— DESCRIPTION OF THE TASK —
Which lines in the records below mention the word "bottom"? Copy each one out.

(DATA TO USE Opens)

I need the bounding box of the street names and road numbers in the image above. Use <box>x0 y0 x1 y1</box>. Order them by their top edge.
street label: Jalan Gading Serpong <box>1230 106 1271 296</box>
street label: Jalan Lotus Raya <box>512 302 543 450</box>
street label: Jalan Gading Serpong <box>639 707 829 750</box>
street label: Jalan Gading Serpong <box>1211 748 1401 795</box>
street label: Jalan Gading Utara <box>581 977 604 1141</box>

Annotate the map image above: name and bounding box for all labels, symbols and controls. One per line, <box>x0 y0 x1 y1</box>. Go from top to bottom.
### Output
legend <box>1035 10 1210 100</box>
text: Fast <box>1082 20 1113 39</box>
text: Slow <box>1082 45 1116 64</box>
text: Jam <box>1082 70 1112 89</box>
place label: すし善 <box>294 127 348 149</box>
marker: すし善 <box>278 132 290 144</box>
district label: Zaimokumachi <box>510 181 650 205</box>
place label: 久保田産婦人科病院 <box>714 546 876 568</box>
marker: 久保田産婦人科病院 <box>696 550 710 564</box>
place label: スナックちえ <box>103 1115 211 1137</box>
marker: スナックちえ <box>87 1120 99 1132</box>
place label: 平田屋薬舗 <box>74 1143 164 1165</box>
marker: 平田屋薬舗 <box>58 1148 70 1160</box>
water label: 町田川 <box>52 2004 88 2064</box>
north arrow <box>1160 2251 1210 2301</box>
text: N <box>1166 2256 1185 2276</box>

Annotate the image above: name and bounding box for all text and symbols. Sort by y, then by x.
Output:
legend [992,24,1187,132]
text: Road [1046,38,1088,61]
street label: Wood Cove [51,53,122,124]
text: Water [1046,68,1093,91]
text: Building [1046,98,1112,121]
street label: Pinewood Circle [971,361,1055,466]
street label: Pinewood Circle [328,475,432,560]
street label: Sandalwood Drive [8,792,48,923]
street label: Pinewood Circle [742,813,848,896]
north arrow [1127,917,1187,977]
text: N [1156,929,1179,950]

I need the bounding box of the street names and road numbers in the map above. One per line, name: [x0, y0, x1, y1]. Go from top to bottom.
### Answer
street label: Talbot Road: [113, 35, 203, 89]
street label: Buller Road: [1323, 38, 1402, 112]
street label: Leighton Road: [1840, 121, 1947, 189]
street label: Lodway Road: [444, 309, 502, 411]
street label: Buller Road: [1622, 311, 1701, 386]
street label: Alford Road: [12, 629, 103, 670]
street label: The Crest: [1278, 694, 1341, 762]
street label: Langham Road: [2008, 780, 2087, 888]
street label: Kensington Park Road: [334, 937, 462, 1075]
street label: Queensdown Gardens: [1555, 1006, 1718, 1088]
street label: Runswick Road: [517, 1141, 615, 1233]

(DATA TO USE Closes)

— FINAL ANSWER —
Annotate the map image above: name and bounding box for all labels, symbols and controls. One per line, <box>x0 y0 x1 y1</box>. Go from top to bottom.
I need the bounding box of the street names and road numbers in the map above. One per line, name: [x0, y0, x1, y1]. Go from top to bottom.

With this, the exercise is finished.